Le accuse sono state formulate a partire da alcuni scambi di email, nel quali erano contenute immagini derivate dall’abuso di minori: le indagini delle forze dell’ordine si sono dispiegate sul materiale contenuto sul computer dell’imputato, le prove sono state raccolte nonostante l’accusato abbia tentato di rimuoverle. A segnalare la condotta dell’uomo è stato per primo il suo fornitore di servizi email, AOL: si tratta di una segnalazione perfettamente lecita, spiega ora la giustizia statunitense.
Frank DiTomasso, il protagonista della vicenda, ha tentato di denunciare gli Stati Uniti: le modalità con cui sono state raccolte le prove nei suoi confronti, a suo parere, costituirebbero una violazione del Quarto Emendamento, che protegge il cittadino dalle perquisizioni e confische irragionevoli. A innescare la denuncia di DiTomasso, il comportamento di AOL e del gestore del servizio di chat di cui si serviva, Omegle: il monitoraggio operato da questi due soggetti, e di conseguenza la segnalazione alle forze dell’ordine, secondo l’uomo, sarebbero illegali.
Il giudice del tribunale di New York ha analizzato il comportamento dei fornitori di servizi. AOL, ad esempio, gestisce i flussi di email sottoponendoli al controllo automatico di due sistemi di hashing: si tratta di Image Detection and Filtering Process (IDFP) e di photoDNA, il sistema sviluppato con la collaborazione di Microsoft che permette di classificare, identificare e confrontare le immagini pedopornografiche che circolano in Rete con quelle contenute negli archivi delle autorità. Dal 2012 il servizio è stato messo a disposizione del National Center for Missing and Exploited Children (NCMEC), istituzione che fa da punto di riferimento negli States per la lotta all’abuso sui minori: il software, che rileva il caricamento online di immagini che coincidono con quelle contenute classificate dalle autorità, permette di allertare il NCMEC e di avviare le indagini, nel tentativo di arginare i crimini perpetrati nei confronti dei minori.
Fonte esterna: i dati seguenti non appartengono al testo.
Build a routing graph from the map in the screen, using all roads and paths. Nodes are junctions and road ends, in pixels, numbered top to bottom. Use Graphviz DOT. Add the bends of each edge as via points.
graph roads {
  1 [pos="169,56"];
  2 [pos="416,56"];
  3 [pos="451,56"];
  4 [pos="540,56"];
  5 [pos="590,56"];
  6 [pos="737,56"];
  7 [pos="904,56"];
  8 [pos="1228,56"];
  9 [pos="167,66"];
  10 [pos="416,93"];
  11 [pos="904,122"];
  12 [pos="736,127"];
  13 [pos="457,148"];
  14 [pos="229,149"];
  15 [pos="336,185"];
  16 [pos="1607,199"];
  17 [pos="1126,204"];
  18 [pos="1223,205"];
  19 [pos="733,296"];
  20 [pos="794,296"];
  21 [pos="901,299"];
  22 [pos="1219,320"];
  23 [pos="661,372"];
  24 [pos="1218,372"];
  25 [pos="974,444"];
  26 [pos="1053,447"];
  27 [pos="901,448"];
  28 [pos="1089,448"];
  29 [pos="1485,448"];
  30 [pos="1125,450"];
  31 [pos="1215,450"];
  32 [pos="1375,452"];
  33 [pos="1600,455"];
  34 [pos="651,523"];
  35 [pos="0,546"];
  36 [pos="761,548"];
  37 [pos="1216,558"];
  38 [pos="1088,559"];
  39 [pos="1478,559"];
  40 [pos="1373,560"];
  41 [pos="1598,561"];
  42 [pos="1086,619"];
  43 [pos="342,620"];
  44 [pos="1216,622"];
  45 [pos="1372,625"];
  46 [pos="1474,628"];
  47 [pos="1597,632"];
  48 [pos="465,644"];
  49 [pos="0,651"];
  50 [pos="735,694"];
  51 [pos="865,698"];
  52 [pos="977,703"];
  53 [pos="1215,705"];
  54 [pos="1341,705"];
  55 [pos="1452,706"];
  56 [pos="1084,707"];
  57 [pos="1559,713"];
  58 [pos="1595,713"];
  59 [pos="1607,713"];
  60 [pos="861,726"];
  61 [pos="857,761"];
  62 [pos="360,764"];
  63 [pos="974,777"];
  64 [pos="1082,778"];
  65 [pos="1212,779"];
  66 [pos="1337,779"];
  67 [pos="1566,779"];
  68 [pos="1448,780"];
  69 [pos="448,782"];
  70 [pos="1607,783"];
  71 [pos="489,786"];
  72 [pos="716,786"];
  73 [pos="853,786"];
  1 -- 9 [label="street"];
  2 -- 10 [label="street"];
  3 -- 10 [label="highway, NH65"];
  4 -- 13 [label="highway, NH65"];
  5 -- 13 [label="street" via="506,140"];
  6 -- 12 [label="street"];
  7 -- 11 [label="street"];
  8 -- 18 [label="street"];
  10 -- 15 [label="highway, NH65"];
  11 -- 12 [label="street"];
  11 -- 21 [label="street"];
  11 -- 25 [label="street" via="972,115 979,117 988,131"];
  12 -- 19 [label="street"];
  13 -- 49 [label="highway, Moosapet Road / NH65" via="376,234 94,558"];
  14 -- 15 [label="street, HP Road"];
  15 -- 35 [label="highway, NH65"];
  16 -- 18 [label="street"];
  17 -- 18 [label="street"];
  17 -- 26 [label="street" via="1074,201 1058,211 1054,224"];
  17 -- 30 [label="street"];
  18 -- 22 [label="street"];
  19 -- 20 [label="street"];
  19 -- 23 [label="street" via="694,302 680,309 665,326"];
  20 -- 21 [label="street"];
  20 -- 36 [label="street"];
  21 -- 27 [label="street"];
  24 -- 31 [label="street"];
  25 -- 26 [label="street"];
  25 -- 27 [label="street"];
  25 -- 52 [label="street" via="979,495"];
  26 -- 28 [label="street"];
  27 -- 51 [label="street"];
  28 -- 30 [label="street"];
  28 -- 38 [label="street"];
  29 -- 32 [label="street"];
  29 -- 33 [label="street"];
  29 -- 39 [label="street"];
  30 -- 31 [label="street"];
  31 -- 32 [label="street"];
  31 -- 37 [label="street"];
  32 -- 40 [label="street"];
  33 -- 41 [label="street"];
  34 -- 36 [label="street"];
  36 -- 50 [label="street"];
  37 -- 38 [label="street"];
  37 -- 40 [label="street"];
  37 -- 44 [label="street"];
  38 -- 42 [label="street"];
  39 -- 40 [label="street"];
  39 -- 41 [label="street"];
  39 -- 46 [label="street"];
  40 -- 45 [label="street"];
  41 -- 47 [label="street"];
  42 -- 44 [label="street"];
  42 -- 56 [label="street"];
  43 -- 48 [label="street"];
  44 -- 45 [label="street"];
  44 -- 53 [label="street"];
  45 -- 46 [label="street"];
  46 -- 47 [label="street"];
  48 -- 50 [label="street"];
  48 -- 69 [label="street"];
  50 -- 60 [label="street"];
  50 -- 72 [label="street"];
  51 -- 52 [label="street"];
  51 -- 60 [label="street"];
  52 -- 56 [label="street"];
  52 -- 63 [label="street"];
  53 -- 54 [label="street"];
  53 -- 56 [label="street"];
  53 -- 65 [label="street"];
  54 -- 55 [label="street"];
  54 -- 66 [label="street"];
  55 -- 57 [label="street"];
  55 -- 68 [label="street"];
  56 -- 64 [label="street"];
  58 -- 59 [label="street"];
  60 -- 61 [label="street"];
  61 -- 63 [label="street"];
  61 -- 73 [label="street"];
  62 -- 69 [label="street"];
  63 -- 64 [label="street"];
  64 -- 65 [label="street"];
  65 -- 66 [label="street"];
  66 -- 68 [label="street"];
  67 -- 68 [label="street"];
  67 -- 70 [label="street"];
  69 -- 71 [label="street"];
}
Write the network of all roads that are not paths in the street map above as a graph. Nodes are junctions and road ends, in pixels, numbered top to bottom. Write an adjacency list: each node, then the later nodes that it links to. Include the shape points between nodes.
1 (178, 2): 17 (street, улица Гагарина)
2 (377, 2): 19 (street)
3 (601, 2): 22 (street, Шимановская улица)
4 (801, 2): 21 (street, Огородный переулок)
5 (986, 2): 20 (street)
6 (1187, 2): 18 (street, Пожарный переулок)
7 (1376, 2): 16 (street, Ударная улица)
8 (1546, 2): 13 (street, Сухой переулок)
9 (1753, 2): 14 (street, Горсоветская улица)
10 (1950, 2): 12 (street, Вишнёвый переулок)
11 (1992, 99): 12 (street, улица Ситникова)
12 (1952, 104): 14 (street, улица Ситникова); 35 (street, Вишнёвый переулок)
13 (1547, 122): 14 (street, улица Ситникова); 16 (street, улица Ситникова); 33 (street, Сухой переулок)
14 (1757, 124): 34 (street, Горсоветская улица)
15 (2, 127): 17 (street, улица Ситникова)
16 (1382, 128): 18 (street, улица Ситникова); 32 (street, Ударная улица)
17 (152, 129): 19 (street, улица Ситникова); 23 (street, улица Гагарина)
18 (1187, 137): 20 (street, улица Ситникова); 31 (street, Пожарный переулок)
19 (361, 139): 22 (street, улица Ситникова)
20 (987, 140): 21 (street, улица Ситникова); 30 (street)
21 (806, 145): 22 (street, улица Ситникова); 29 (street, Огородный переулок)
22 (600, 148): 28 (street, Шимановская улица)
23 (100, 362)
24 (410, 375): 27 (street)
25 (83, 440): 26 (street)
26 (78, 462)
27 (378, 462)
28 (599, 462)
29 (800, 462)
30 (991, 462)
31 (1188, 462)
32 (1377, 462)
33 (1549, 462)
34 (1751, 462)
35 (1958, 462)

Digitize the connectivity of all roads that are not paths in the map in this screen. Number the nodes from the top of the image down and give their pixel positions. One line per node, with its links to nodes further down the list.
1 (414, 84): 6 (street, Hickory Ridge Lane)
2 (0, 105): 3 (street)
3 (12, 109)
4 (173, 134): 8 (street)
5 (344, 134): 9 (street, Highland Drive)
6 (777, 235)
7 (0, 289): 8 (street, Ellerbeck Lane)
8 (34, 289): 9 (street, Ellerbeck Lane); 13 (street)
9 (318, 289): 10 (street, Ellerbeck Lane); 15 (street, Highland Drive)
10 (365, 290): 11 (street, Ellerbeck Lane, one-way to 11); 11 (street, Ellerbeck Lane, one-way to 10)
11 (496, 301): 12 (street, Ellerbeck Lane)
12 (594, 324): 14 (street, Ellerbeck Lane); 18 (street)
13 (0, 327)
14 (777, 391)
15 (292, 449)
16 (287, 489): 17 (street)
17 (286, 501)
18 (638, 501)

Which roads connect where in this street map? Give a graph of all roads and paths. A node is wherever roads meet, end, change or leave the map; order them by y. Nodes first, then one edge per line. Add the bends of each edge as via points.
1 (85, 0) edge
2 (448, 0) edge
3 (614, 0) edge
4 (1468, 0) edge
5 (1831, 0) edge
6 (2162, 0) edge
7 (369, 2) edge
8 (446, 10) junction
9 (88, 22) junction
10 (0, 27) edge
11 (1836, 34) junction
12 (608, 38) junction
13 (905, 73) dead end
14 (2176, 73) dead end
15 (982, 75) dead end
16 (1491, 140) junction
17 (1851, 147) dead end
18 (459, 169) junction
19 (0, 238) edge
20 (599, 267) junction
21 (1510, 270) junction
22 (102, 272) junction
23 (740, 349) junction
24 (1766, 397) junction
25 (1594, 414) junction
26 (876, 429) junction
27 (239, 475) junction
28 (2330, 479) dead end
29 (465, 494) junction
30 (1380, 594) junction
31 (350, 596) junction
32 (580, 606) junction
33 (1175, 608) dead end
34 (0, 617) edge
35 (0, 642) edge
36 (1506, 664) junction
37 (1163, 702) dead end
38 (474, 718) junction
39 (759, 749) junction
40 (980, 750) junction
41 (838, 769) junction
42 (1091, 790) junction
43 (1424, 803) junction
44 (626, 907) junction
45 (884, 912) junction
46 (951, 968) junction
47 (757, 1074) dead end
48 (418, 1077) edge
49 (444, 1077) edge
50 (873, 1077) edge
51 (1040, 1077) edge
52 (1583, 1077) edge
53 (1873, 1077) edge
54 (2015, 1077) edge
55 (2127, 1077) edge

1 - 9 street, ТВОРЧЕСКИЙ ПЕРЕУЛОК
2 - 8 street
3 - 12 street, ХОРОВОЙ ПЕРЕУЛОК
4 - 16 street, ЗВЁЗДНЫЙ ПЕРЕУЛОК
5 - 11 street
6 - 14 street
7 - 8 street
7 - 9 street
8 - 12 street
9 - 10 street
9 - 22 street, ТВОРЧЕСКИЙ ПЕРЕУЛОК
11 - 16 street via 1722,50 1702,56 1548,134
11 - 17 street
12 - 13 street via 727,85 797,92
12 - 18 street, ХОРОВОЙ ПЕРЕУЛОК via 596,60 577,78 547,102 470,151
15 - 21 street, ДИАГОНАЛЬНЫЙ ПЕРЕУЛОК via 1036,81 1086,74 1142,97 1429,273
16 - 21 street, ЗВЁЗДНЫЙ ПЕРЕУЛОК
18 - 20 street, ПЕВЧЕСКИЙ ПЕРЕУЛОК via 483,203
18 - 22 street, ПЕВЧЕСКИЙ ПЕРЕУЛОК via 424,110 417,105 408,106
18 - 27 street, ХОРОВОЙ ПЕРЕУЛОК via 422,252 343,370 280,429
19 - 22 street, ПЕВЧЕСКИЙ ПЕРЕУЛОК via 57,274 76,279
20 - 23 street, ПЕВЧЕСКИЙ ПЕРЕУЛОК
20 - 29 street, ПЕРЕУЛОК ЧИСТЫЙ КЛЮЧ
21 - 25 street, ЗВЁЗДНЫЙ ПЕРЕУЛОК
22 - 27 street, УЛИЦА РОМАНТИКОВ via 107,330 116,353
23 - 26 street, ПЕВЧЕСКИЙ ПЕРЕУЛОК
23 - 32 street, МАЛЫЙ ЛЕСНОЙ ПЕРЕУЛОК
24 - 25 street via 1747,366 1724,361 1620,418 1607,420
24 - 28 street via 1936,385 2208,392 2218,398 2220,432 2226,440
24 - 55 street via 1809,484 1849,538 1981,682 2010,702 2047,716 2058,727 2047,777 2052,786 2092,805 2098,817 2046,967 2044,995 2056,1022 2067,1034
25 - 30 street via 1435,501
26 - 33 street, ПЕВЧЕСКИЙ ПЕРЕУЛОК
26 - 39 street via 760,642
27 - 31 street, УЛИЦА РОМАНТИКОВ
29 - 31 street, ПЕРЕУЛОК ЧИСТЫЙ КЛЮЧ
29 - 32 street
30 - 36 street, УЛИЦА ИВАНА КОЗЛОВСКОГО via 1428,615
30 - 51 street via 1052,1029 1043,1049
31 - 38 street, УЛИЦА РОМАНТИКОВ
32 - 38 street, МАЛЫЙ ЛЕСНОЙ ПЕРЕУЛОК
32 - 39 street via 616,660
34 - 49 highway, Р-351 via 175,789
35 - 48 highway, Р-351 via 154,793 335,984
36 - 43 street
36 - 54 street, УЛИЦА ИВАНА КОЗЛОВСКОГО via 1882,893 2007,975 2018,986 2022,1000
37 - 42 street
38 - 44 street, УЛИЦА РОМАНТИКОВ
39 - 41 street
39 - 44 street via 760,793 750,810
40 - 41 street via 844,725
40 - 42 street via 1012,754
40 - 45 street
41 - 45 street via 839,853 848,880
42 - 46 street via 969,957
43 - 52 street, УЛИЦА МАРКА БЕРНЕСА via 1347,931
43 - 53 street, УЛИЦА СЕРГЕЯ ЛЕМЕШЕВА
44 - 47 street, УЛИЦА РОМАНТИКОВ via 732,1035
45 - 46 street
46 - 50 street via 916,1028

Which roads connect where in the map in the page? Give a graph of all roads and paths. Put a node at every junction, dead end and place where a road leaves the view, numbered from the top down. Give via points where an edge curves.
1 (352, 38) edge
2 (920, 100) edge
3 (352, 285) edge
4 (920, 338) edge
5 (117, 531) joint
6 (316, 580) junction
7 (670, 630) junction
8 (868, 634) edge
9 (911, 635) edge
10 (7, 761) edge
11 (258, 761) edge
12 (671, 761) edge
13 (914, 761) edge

Nel mese di agosto del 2012 due email nella casella di posta elettronica di DiTomasso avevano innescato i filtri di AOL, e le relative segnalazioni alle istituzioni.
Si tratta di operazioni di routine, come dimostrano anche i recenti episodi che hanno visto coinvolti Google , con Gmail , e Microsoft : questo tipo di monitoraggio, secondo le aziende che lo mettono in atto, non costituirebbe una violazione della privacy per la natura automatica del controllo e dovrebbe rassicurare il cittadino della Rete.
Il giudice incaricato di valutare la denuncia di DiTomasso non si è limitato a valutare le buone intenzioni dei fornitori di servizi: il Quarto Emendamento non può essere calpestato dal semplice fatto che la tecnologia si sia evoluta in modo tale da essere piegata al tecnocontrollo. Se l’uso delle comunicazioni elettroniche implicasse la rinuncia al diritto alla privacy, spiega il giudice, o il cittadino rischierebbe di rinunciare anche alle interazioni sociali mediate dalla tecnologia o le tutele del Quarto Emendamento sarebbero automaticamente deposte.
A far ritenere vana la denuncia di DiTomasso è però la chiarezza con cui i fornitori di servizi illustrano all’utente le pratiche che mettono in atto: le condizioni d’uso di AOL vietano esplicitamente di commettere atti illeciti attraverso i propri servizi, riservano all’azienda il diritto di monitorare le attività dei propri utenti e di collaborare con la giustizia al fine di contrastare gli abusi che siano stati commessi con la mediazione dei propri servizi. “Acconsentendo alle policy di AOL – ha spiegato il giudice – si acconsente al monitoraggio da parte di AOL sia in qualità di ISP, sia in qualità di soggetto che opera a supporto delle forze dell’ordine”.